Then, totally synchronized, they responded. “I love you.” Their voices danced in the air and melded together in a gleeful realization. They were the same voice, one only slightly more twisted with experience. “Xander?”

“I love you, Buffy.” Xander finally emerged from Roger’s body. He reached for her hand, but the second they touched, the ground beneath them shifted. From the sidelines, New York City came rushing along the horizon, as did Sunnydale. The two cities collided in the empty lot behind Xander and exploded with a fiery fury. Debris flew everywhere, chunks of metal and bits of building littering every imaginable space. Buffy yelled something even she could not hear to Xander, but the words were lost in the noise. Still, she managed to retain a great meaning in them, something that made her feel whole again.

Xander was no where in sight.

And there Buffy stood—alone and amongst the rubble—until the wickedly grinning moon had set over the hills of white snow and red fire.


She woke up panting, sweating, terrified. Within the darkness she could still hear the last word she said. Xander. The walls were sponges in this place and they retained all that they heard. Anne could see the carnage around her—the broken buildings, shattered glass, and twisted metal. Her soul quivered at the very thought that Sunnydale had been destroyed. She could care less if New York had been.

As she let the cold overtake her body, Anne tried to sort out the meaning of the dream. Every time she had ever dreamt, it meant something, and this time was surely no different, no matter how far she ran away from her slayer past. The past could never be escaped. Never.

Could Roger be Xander? Surely not. They were just too different. Xander was jovial and outgoing. Roger was moody and uncommunicative; sometimes he barely spoke one word. Xander was fun and funny. Roger could be both of these, but he was too busy keeping his hurt feelings bottled in. Xander was, well, Xander, and Roger was, well, Roger. Besides, Roger was all muscle, and as for Xander… about the only thing he could lift was a box of doughnuts. Lastly, Xander lived in California, and according to Roger, he had only “been there.” Night and day, day and night.
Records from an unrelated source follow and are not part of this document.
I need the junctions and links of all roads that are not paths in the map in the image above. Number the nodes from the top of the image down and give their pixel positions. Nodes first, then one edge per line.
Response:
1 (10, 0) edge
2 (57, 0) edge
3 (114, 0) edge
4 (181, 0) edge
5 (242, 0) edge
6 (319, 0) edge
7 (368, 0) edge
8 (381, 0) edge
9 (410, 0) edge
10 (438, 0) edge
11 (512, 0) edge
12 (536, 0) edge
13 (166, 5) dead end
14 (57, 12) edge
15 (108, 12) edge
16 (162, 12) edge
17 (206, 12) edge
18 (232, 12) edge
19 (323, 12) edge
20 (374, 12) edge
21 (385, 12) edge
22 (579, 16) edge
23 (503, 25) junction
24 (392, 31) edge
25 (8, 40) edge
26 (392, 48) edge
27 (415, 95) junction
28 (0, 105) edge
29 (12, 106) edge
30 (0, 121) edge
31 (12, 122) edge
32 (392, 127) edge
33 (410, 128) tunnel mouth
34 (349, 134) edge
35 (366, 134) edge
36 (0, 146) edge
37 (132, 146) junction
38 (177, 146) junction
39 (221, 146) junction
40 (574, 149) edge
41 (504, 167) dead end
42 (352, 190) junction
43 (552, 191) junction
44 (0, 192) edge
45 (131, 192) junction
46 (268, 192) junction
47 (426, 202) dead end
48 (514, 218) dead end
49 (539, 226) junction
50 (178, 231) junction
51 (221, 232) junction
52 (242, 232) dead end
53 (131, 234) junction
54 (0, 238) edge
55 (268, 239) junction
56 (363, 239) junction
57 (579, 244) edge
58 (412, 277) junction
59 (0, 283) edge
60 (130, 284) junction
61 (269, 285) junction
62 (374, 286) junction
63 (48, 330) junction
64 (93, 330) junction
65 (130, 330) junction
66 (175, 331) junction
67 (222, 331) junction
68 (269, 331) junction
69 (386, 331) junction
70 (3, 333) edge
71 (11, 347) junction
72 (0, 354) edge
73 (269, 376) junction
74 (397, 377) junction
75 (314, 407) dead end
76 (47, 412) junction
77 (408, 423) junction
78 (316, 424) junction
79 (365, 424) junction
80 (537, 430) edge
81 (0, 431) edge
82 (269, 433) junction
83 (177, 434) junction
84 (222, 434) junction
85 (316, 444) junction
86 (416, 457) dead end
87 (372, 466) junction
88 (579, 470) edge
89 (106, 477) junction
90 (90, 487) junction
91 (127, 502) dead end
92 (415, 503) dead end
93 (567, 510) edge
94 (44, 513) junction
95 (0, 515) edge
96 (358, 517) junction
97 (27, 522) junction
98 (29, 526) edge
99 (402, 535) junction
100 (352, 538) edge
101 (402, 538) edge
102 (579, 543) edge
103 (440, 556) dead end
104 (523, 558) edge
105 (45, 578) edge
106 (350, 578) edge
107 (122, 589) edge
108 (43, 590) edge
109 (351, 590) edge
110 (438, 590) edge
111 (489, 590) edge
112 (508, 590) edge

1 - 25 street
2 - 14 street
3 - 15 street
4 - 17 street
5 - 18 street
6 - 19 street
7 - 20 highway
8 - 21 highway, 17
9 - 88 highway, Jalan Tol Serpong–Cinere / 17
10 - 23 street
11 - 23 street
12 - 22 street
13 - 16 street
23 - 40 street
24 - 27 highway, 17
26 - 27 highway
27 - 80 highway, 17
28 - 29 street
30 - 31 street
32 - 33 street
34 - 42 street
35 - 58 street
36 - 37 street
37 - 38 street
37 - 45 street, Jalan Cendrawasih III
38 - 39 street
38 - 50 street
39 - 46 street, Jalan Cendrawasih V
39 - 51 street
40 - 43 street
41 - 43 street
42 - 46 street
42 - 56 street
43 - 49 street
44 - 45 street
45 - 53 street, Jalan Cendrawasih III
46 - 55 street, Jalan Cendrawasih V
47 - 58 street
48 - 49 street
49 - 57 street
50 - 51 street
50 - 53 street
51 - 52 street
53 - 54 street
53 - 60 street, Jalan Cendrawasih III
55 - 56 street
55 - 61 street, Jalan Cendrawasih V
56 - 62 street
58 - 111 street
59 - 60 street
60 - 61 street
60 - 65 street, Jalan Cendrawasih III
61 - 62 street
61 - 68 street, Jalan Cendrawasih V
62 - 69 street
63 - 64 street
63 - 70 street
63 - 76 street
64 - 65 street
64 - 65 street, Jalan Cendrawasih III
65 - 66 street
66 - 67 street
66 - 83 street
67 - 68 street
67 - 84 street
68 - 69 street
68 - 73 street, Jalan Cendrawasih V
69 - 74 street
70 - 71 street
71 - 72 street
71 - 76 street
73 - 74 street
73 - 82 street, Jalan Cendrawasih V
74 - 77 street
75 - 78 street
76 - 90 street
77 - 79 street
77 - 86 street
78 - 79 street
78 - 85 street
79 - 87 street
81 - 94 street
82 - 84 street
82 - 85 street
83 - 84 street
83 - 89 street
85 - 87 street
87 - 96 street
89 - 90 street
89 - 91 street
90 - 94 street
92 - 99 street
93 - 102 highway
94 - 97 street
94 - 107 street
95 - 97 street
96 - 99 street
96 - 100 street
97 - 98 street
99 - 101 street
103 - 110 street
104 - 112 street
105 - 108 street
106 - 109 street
Oh sure, these were all reasons why Roger couldn’t be Xander, but almost all of them could be disproved; however, Anne refused to let herself do that. There was no way she wanted Xander to be Roger. Granted, it would’ve been great to be united with her best friend again—especially after all these years—but the very thought that she might have had sex with him was, well, a little bit frightening. Xander was too good a friend and he knew too much about Buffy for her to want to sleep with him. Still, that hadn’t stopped her from going to bed with Angel, but this was different… totally. Right?

God! Trying to sort through her own life was like trying to separate sand mixed with dirt.

Anne rubbed her watery eyes and looked at her clock. Only 2 a.m. The day had barely begun and already it was a nightmare. Just like three days ago, the slayer could tell it was going to be another hell day. But at least the last time had had some pleasant side effects for a while…

Knowing that she wouldn’t be able to get back to sleep this morning, Anne flicked on her television and skimmed her select (selected by the city, that is) few channels. Settling on the classic movie The Bad Seed, she squirmed in her bad until she was relatively comfortable and let her mind wander into the captivating plot of a child murderess.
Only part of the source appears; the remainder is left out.